Solved: Weird Bandwidth Issues

Dominique Demore · ‎06-27-2005

Greetings All,

This morning I received call from a user complaining about slow performance. While investigating the problem, I noticed that depending where the user is connected the download speed varie drastically based upon where the user is connected (ie: 150k/s ~ 5.0M/s)

If the user access from a downstream switch they will get ~4.5M/s, however if connected to a cluster at the core, they get ~150k/s

They are access a server farm on a seperate vlan (100). Downstream VLAN (101), port on cluster (103)

I don't see any errors from any logs or sh int.

Any thoughts.

davidamesz · ‎07-12-2005

We have probably identified the problem.

With a lot of sniffing and trail and error we found that only cif/smb traffic is affected (NT4/XP). Not normal tcp traffic (i.e. ftp/http).
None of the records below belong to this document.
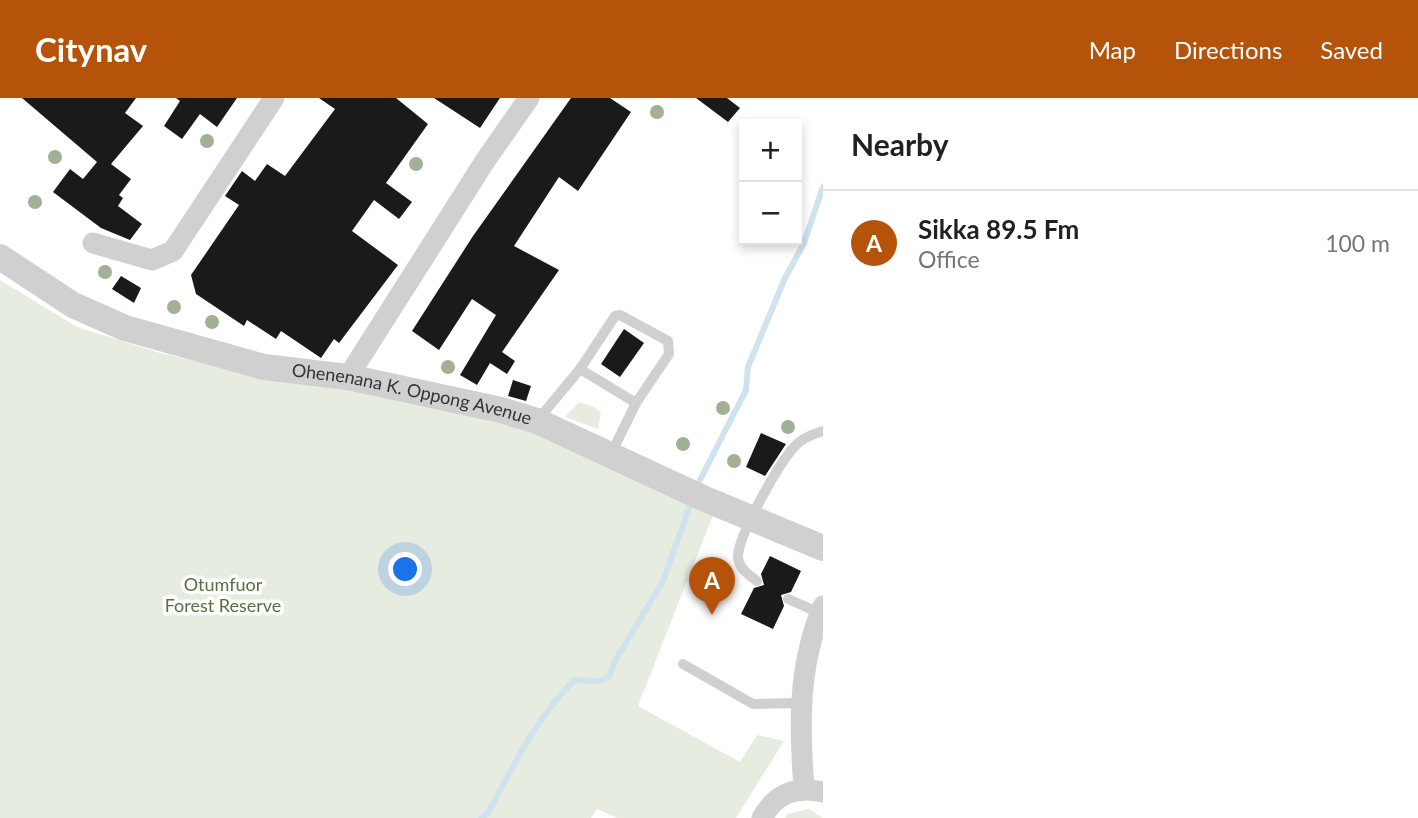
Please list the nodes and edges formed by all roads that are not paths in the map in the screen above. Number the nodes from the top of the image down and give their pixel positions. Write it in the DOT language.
graph roads {
  1 [pos="274,98"];
  2 [pos="529,98"];
  3 [pos="93,243"];
  4 [pos="0,257"];
  5 [pos="580,369"];
  6 [pos="348,377"];
  7 [pos="636,403"];
  8 [pos="537,421"];
  9 [pos="823,431"];
  10 [pos="611,454"];
  11 [pos="751,518"];
  12 [pos="823,548"];
  13 [pos="757,582"];
  14 [pos="788,599"];
  15 [pos="821,610"];
  16 [pos="683,664"];
  17 [pos="800,703"];
  18 [pos="814,790"];
  19 [pos="762,818"];
  1 -- 3 [label="street"];
  2 -- 6 [label="street"];
  4 -- 6 [label="street, Ohenenana K. Oppong Avenue"];
  5 -- 7 [label="lane"];
  5 -- 7 [label="lane"];
  5 -- 8 [label="lane"];
  6 -- 8 [label="street, Ohenenana K. Oppong Avenue"];
  7 -- 10 [label="lane"];
  8 -- 10 [label="street, Ohenenana K. Oppong Avenue"];
  9 -- 11 [label="lane"];
  10 -- 11 [label="street, Ohenenana K. Oppong Avenue"];
  11 -- 12 [label="street, Ohenenana K. Oppong Avenue"];
  11 -- 13 [label="lane"];
  14 -- 15 [label="lane"];
  15 -- 17 [label="street"];
  16 -- 17 [label="lane"];
  17 -- 18 [label="street"];
  18 -- 19 [label="street"];
}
When mls qos is enabled the trougput is about 150 to 900 kbps.

Without mls qos the speed is mor than 10mbps.

We tried various ios versions (122-20, 122-25.sea and 122-20.seb2).
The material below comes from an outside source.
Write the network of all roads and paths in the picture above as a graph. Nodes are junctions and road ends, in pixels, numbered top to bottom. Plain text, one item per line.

We noticed that with the olde ios (122-20) the troughput is doubled compared to the newer ioses (122-25).

Disabling mls qos is no option (VoIP).

We also tested this with a stand-alone switch with the same results.

We also did the same tests with a 3550 with no problems at all.
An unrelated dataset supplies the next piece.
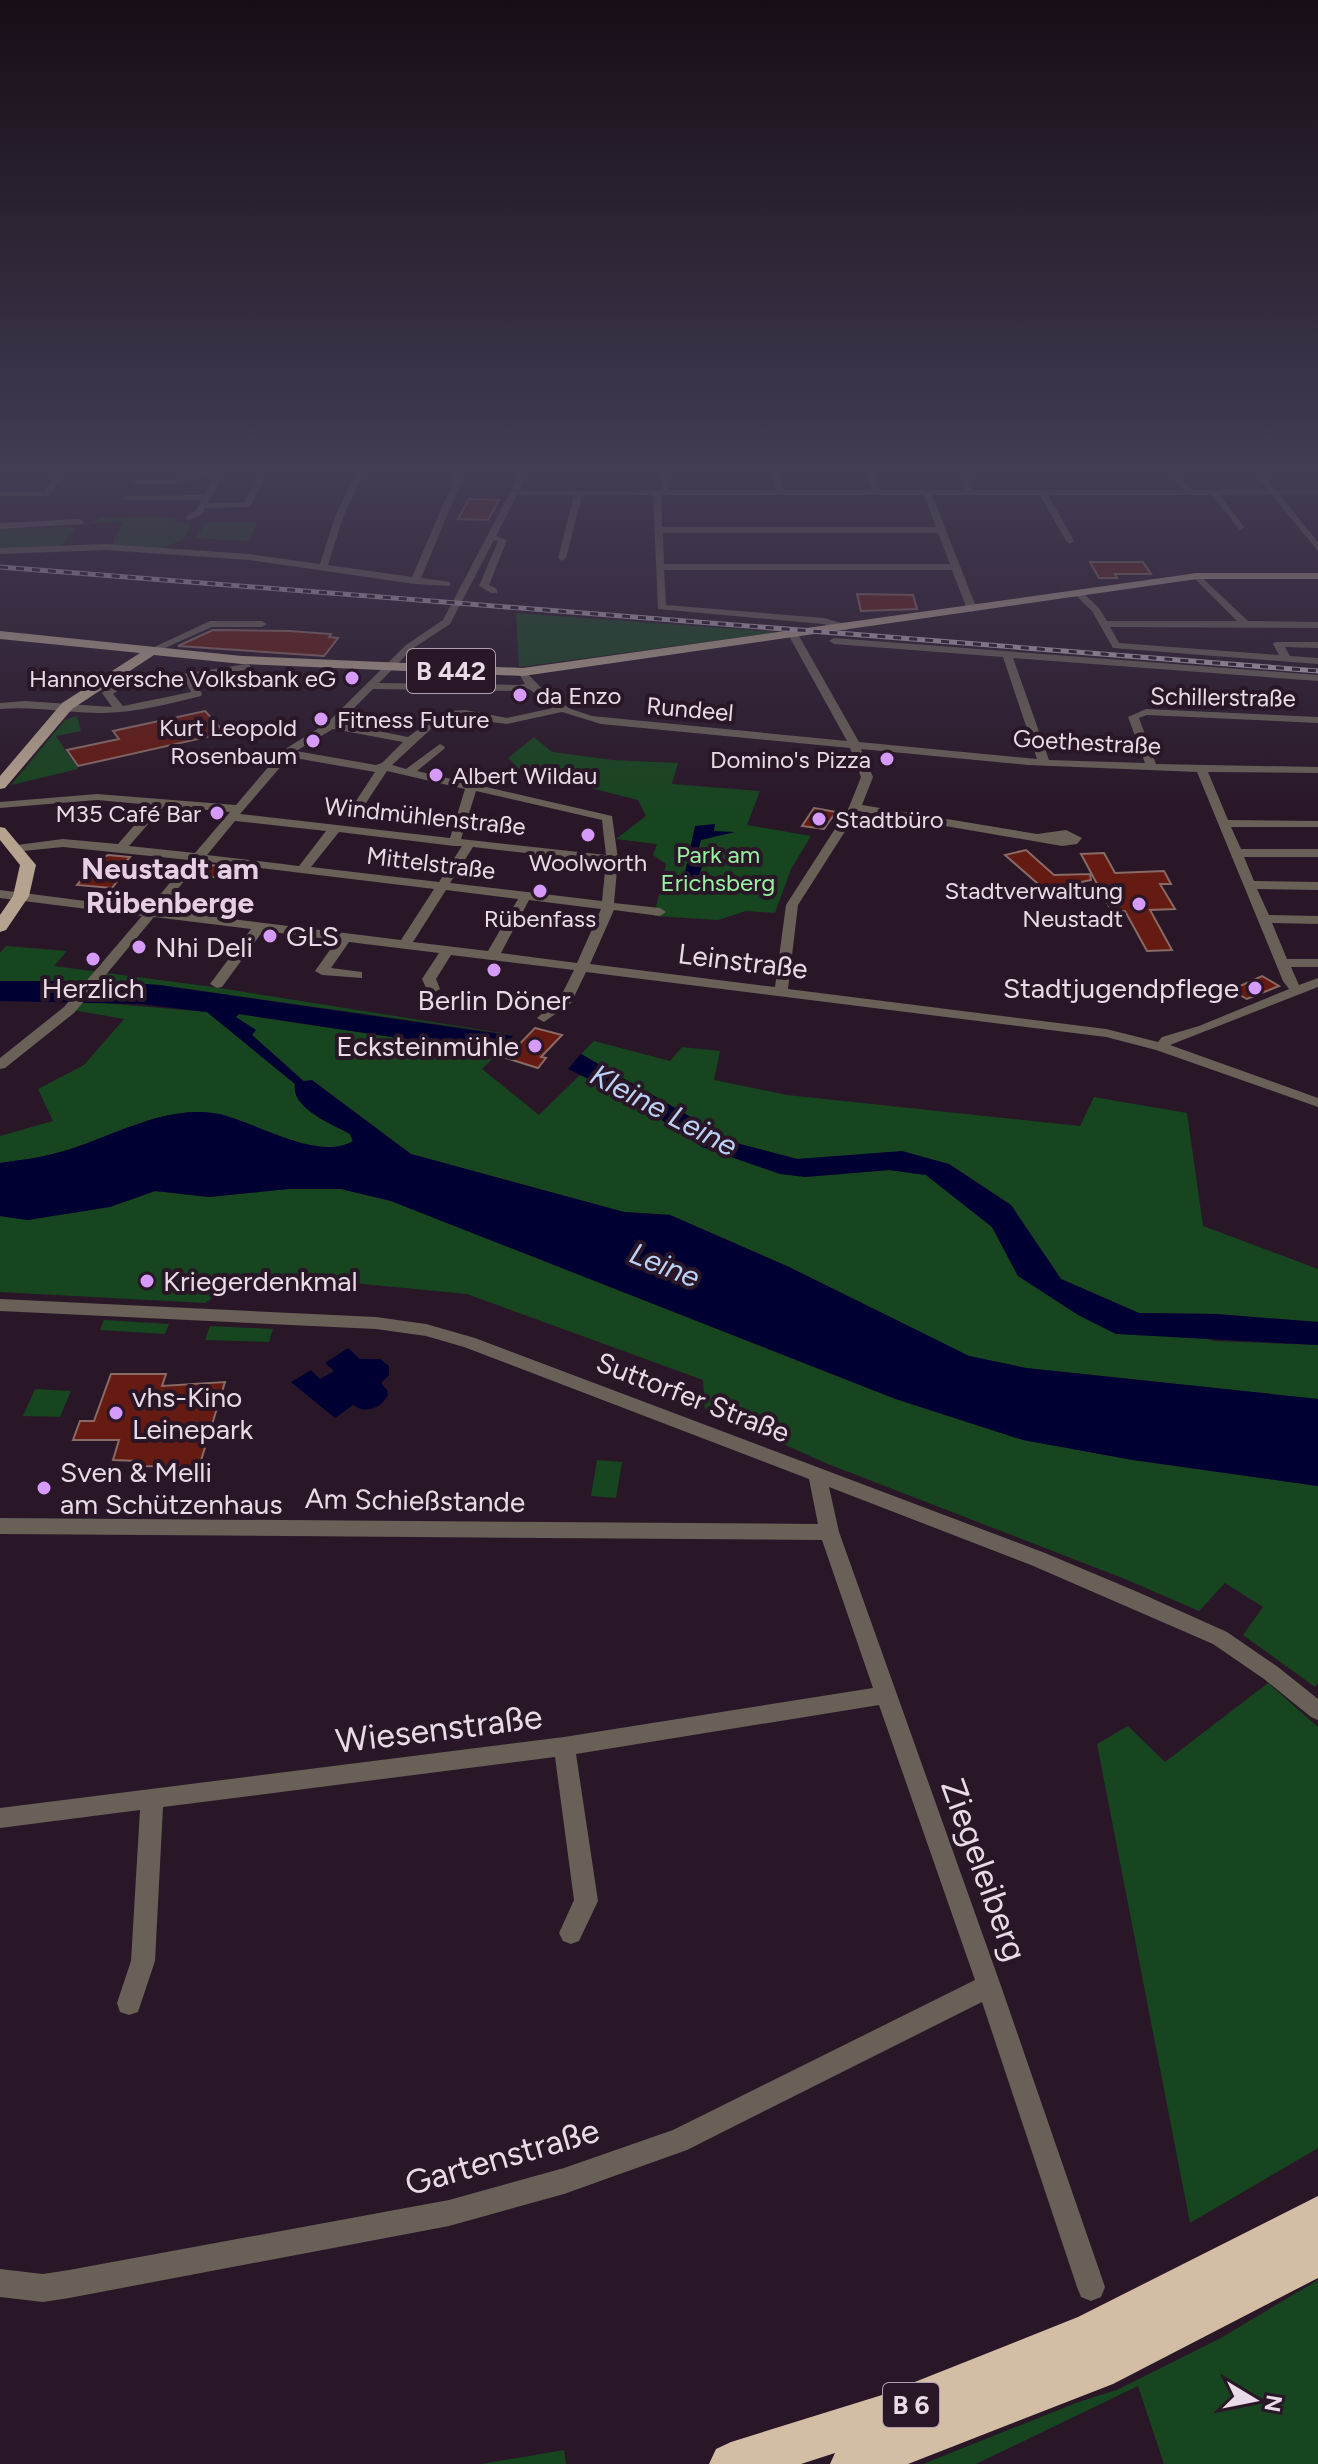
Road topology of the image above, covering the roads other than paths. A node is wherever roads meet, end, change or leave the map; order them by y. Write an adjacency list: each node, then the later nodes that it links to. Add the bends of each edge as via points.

View solution in original post

vincent.ritzer · ‎06-27-2005

Hi,

Is there some static information entered in the access-switches for this (these?) specific user? This might cause strange behaviour...

You might also want to check out what kind of route the packets take when going from the user to the cluster (or server farm? or is server farm=cluster?).

You can use tools like traceroute (tracert on windows ;-)) or even ping on the client to check that out.

Sometimes it might even help to use a package sniffing tool like Ethereal to find out what's happening on the network layer allthough based on your story I think you do not have to use it in this particular situation.

What kind of tools are you using to test the speeds? it might be that these counters are influenced by ACLs or something.

Hope it helps a bit (it's always hard to troubleshoot performance issues...)

Vincent

Dominique Demore · ‎06-28-2005

Hi Vincent.

Thanks for you reply. As for the static information, there isn't any, ACL aren't in place at the moment.

I guess I should clarify how the current setup is layed out.

Equipement:

3x3750-48TS-EMI (in a cluster)

6x2950G-48-E (Access switches)

Server VLAN (100)

Access ports on 3750 (VLAN 101,102,103,108)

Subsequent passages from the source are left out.